* [Records shown]:
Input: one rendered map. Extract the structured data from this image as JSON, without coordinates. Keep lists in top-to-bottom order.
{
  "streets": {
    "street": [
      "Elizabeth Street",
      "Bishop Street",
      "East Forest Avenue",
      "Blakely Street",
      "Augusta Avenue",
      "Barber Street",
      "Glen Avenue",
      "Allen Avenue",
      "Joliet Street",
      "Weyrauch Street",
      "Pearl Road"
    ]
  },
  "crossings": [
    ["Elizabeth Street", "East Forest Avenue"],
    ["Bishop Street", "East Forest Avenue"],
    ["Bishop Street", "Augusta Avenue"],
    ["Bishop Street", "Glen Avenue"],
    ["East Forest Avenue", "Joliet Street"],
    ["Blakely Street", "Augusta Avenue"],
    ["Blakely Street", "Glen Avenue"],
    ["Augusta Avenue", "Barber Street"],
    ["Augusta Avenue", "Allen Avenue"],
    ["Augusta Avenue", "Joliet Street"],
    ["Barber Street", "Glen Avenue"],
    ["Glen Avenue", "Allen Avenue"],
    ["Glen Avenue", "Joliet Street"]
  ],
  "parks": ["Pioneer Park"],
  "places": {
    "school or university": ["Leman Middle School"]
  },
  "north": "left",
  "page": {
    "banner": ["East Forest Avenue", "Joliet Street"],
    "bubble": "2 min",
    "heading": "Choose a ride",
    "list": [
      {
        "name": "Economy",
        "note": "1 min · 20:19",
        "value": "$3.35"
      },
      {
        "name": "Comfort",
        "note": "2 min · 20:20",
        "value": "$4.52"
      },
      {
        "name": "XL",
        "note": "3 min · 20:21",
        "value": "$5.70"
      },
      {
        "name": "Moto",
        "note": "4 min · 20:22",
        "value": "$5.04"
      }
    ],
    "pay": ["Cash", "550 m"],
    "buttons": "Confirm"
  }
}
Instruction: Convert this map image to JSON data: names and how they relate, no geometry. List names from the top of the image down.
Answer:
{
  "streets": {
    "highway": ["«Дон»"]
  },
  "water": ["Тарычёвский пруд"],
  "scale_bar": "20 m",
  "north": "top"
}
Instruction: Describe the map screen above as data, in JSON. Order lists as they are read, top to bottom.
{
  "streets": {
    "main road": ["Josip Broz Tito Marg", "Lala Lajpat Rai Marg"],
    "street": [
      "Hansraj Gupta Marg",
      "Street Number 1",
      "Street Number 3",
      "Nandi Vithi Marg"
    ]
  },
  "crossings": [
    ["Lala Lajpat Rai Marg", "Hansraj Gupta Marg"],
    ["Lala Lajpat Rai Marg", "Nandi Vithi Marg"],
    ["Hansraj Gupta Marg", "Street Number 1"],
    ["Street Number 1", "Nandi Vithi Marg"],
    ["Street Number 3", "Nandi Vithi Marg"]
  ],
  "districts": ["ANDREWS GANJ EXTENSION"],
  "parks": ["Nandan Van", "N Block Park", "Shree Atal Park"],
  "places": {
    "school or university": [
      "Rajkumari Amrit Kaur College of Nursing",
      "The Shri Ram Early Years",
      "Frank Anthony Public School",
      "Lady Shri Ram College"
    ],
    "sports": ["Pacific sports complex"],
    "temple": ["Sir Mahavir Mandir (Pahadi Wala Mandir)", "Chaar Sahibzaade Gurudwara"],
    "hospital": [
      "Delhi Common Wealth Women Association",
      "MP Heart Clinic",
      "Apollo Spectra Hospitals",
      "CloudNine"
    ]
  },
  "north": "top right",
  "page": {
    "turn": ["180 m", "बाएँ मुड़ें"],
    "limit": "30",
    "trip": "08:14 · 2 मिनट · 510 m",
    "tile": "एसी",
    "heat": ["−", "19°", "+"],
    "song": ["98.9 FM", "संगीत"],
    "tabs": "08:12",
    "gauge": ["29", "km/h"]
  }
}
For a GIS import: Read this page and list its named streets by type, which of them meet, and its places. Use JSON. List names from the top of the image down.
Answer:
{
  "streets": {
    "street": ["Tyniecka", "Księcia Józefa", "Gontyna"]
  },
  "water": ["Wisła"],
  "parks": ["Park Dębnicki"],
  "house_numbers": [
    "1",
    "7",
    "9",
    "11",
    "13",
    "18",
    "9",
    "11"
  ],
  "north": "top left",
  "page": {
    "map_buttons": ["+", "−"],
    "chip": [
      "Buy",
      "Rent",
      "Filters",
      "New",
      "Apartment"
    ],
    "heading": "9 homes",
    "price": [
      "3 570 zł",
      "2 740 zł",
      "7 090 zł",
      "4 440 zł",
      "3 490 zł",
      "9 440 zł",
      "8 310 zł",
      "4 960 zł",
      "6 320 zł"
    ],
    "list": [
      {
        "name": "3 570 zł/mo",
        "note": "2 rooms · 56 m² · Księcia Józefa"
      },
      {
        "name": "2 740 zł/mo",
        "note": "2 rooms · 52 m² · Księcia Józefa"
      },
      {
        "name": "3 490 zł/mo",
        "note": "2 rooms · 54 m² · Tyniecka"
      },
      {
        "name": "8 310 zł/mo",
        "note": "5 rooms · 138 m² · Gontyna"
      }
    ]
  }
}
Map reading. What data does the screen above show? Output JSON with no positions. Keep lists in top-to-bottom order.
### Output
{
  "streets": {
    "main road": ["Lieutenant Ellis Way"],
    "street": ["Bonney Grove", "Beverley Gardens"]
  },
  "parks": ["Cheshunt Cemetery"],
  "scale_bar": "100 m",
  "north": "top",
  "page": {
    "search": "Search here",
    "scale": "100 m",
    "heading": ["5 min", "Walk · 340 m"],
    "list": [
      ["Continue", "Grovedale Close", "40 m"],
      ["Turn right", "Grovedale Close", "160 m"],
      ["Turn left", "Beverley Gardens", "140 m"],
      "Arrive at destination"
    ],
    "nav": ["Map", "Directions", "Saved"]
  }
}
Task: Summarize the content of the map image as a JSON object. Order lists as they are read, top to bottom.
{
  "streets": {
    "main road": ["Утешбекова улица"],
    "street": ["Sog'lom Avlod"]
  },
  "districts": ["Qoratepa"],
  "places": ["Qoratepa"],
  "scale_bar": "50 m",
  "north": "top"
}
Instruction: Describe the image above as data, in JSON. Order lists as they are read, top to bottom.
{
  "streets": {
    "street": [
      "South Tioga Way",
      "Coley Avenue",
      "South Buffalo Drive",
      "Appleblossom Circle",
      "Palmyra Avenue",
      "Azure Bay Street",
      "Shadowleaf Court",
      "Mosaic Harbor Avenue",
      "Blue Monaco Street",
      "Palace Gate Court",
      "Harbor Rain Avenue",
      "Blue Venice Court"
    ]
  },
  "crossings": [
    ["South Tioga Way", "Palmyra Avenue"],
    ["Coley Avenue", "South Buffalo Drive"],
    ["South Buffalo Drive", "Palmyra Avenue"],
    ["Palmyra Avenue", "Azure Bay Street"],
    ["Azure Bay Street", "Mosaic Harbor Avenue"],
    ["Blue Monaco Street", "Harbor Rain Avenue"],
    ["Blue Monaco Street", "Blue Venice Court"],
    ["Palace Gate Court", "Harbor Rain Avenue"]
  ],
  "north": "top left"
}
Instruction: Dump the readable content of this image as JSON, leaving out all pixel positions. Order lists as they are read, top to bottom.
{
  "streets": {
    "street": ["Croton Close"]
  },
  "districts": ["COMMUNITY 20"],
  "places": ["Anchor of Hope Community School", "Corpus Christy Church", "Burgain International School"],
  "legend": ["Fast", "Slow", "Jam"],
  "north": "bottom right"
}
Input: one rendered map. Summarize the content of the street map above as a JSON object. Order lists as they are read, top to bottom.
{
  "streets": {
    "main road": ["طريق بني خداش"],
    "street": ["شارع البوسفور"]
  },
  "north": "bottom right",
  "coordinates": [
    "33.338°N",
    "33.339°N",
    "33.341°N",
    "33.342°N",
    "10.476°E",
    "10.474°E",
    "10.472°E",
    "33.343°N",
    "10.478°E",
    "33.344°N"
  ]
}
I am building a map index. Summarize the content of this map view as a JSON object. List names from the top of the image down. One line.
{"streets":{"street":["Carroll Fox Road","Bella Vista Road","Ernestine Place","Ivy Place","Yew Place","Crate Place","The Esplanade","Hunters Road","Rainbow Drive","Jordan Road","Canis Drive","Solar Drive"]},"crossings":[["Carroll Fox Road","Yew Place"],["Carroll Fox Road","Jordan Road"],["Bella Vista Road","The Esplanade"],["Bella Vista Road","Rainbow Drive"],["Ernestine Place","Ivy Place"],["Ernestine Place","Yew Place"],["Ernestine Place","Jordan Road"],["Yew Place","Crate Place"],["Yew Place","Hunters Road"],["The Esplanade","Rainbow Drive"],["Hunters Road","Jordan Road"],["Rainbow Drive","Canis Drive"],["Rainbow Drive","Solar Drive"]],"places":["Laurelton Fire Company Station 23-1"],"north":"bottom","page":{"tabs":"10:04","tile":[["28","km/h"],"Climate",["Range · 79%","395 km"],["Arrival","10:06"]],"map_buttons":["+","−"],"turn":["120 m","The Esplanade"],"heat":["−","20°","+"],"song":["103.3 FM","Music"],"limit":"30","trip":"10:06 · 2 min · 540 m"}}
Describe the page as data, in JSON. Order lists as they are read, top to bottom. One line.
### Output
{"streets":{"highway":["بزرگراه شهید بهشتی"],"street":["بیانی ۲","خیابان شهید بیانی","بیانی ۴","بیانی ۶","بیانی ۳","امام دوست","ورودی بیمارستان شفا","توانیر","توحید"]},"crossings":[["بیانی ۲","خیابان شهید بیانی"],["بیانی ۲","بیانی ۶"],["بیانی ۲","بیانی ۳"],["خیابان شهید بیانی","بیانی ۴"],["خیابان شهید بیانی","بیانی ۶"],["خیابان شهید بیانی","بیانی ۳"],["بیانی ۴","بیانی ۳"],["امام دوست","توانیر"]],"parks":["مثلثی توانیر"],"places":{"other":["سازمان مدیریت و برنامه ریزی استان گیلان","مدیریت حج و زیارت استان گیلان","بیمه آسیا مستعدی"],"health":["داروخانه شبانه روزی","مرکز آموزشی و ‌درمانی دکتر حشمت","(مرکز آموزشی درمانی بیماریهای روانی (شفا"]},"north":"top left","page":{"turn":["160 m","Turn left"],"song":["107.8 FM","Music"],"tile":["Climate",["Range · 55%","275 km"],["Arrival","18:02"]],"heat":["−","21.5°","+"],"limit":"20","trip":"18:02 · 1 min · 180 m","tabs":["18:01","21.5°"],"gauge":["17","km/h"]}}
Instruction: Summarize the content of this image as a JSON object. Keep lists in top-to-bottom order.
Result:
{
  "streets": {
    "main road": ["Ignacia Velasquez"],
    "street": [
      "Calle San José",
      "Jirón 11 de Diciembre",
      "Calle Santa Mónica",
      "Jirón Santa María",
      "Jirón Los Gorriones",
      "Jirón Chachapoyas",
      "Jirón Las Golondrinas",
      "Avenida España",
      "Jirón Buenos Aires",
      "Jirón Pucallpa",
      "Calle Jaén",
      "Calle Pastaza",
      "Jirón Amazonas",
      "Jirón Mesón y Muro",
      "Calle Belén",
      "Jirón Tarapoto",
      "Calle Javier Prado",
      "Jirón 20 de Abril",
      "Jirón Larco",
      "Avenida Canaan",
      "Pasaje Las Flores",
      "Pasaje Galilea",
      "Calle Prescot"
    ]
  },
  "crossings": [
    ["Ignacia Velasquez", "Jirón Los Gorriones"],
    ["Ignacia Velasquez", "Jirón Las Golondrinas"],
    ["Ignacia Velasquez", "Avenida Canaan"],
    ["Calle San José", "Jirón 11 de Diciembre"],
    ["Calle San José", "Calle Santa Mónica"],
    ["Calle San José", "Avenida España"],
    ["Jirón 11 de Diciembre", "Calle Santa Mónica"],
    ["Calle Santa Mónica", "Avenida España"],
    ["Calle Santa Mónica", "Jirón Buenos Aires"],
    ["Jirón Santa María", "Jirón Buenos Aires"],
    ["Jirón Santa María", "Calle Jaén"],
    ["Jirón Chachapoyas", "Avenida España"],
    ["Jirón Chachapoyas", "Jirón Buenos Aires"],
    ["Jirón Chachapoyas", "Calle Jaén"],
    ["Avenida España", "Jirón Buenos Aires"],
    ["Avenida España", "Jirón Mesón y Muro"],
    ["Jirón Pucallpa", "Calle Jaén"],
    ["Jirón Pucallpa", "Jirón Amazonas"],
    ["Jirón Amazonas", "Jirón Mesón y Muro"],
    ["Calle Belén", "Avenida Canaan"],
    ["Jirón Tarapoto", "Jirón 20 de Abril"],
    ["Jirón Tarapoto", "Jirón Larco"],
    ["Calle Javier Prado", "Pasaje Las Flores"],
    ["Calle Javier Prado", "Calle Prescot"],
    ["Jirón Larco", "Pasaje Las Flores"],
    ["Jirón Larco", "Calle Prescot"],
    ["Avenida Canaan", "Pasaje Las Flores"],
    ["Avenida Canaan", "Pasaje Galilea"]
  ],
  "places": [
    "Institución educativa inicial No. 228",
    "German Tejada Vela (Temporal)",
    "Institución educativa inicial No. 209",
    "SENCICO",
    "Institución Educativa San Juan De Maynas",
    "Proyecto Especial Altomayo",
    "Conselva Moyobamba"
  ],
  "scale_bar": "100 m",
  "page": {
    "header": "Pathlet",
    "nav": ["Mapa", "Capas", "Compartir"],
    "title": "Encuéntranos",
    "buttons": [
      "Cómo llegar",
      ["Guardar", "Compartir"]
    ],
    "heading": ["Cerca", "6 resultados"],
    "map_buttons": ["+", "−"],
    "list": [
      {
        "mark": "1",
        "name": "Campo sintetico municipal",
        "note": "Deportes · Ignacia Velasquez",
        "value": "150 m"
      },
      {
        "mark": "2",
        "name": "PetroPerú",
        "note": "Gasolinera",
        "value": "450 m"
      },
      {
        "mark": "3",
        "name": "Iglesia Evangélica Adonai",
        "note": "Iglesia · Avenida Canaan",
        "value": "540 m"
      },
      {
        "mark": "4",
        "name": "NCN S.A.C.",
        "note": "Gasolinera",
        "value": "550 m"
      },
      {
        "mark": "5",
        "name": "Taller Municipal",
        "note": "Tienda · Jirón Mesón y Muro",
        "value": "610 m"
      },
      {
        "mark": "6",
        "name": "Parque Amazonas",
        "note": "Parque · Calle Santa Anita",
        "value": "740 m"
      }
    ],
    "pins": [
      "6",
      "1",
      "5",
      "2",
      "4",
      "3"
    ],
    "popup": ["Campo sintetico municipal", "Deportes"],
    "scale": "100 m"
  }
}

* [Directions]: From the entries, copy every line in which the word "Ignacia" occurs.

* [Answer space]:
    "main road": ["Ignacia Velasquez"],
    ["Ignacia Velasquez", "Jirón Los Gorriones"],
    ["Ignacia Velasquez", "Jirón Las Golondrinas"],
    ["Ignacia Velasquez", "Avenida Canaan"],
        "note": "Deportes · Ignacia Velasquez",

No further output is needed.